|Home | About | Journals | Submit | Contact Us | Français|
When I took on the role of Editor-in-Chief of this open-access journal, I began, for the first time, to think about scholarly communication beyond submitting my papers and getting them published. This thinking led to previous Perspectives –, all of which shared an underlying theme—there are many opportunities to achieve better dissemination and comprehension of our science, and as producers of that output I believe authors have a responsibility to see it used in the best possible way.
No need to take my word regarding the opportunities that exist to improve scholarly communication and comprehension. I recommend reading “Part 4: Scholarly Communication” from the free online book the Fourth Paradigm: Data Intensive Scientific Discovery  (http://research.microsoft.com/en-us/collaboration/fourthparadigm/), which is a tribute to the late Turing Award winner Jim Gray. Jim, and many of the authors who pay homage to his vision, have thought deeply about the subject of scholarly communication. They conclude that data and knowledge-driven computation is indeed a fourth wave, as computation has impacted science to the point where every aspect of it is touched by computation (hence the name eScience), including dissemination and comprehension. These visionaries recognize that we are at a tipping point at which scholarly communication will change from a traditional print-oriented medium (albeit an online version of the print journal) to something else. That something else begins to transform today's research article as we realize the power of the medium, establish new forms of knowledge discovery, and measure the impact of scholarly contributions in new ways.

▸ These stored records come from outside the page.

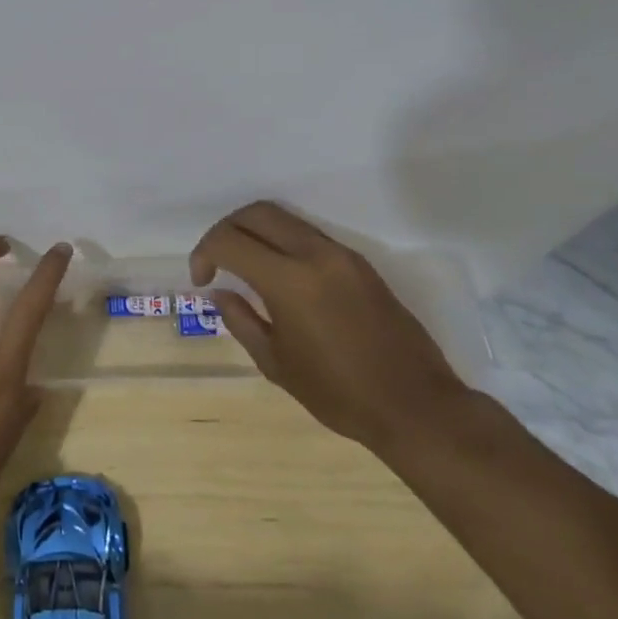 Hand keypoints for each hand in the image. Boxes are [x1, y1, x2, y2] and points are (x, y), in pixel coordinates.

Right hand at [191, 201, 473, 452]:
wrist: (415, 405)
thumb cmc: (339, 394)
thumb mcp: (275, 364)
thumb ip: (241, 320)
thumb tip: (221, 293)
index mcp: (289, 281)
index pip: (229, 241)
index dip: (204, 253)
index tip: (202, 280)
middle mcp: (315, 254)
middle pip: (256, 213)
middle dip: (225, 229)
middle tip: (216, 262)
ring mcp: (341, 254)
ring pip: (284, 218)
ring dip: (255, 232)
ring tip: (244, 266)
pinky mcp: (360, 262)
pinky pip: (309, 234)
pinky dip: (282, 242)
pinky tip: (278, 275) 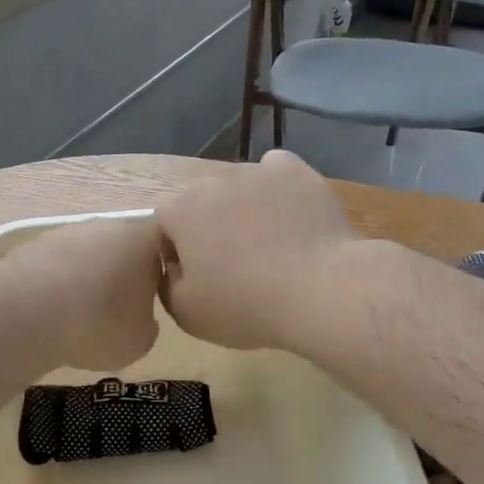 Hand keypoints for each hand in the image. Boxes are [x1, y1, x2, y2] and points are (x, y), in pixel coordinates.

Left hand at [9, 217, 163, 369]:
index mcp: (144, 240)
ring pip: (88, 257)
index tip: (154, 301)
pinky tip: (52, 313)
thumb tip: (140, 319)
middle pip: (123, 250)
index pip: (164, 248)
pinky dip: (58, 286)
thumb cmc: (98, 323)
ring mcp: (68, 232)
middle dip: (121, 277)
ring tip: (80, 318)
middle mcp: (108, 226)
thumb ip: (148, 325)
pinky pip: (57, 268)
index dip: (160, 274)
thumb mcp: (140, 341)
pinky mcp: (34, 244)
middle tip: (117, 313)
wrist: (27, 311)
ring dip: (88, 281)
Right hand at [157, 152, 357, 350]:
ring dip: (243, 208)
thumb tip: (173, 265)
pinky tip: (289, 215)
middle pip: (202, 199)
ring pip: (240, 186)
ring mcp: (258, 171)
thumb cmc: (245, 306)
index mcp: (181, 210)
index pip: (164, 217)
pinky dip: (278, 189)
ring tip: (268, 242)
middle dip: (209, 224)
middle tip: (231, 261)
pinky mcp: (298, 172)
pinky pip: (277, 172)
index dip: (175, 244)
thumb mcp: (186, 313)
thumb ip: (167, 282)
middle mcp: (214, 180)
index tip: (194, 271)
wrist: (320, 291) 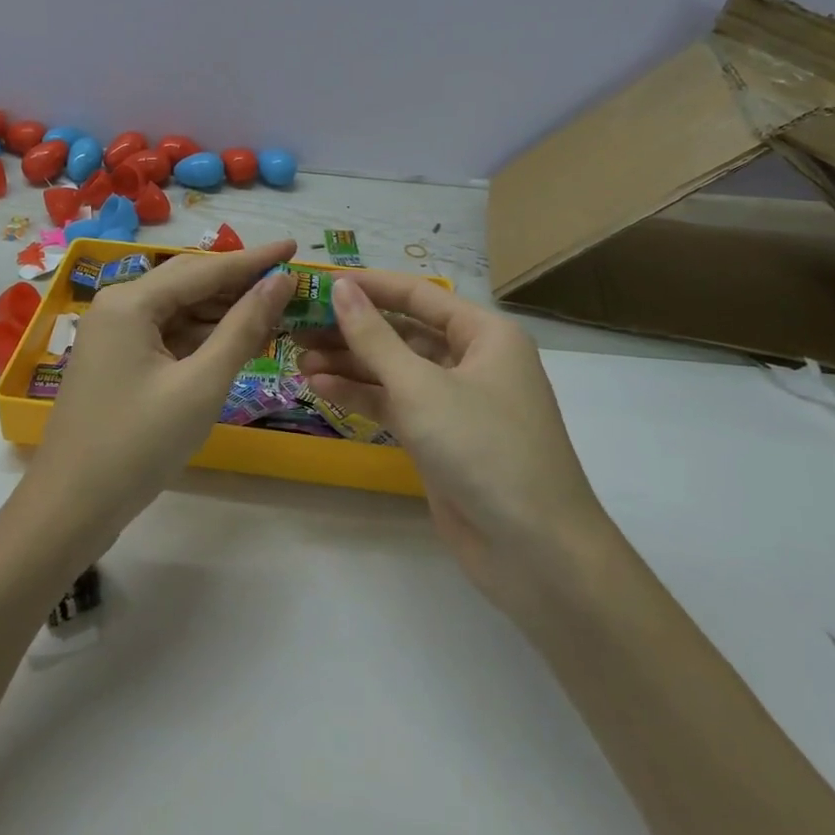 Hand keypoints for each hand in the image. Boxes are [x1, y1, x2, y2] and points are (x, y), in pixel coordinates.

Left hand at [21, 240, 297, 559]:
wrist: (70, 507)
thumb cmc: (138, 444)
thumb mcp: (201, 384)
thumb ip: (243, 328)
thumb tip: (280, 281)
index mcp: (131, 301)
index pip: (205, 268)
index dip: (254, 259)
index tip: (294, 245)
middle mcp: (118, 305)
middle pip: (189, 282)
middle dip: (239, 283)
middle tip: (288, 282)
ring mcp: (114, 334)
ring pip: (178, 310)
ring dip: (222, 312)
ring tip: (273, 312)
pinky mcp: (117, 360)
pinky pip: (166, 334)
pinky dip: (201, 337)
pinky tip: (234, 342)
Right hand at [295, 272, 606, 621]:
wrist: (536, 552)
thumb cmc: (484, 448)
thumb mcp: (421, 387)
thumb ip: (374, 337)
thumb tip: (340, 288)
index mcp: (484, 334)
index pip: (417, 295)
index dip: (368, 286)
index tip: (318, 282)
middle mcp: (472, 360)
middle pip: (402, 332)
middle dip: (351, 329)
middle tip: (298, 326)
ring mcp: (456, 402)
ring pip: (394, 369)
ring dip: (350, 363)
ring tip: (299, 359)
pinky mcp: (440, 438)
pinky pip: (395, 403)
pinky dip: (361, 395)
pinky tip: (321, 388)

For all that vision, these luminaries do not address the question that I have been pondering, and which I would like to raise here. Assuming all this innovation takes place, what will the publisher of the future look like, and as a contributor and consumer of a publisher's services in this new era, what do I want from the publisher of the future?
Recently, at gatherings of publishers where I have been invited to speak, I have been trying to pose and then answer this question. Unfortunately, I fear that what I propose appears so radical as to be greeted with either blank stares or looks of get real. Let me try here to do a better job at stating what I want from my publisher in the future.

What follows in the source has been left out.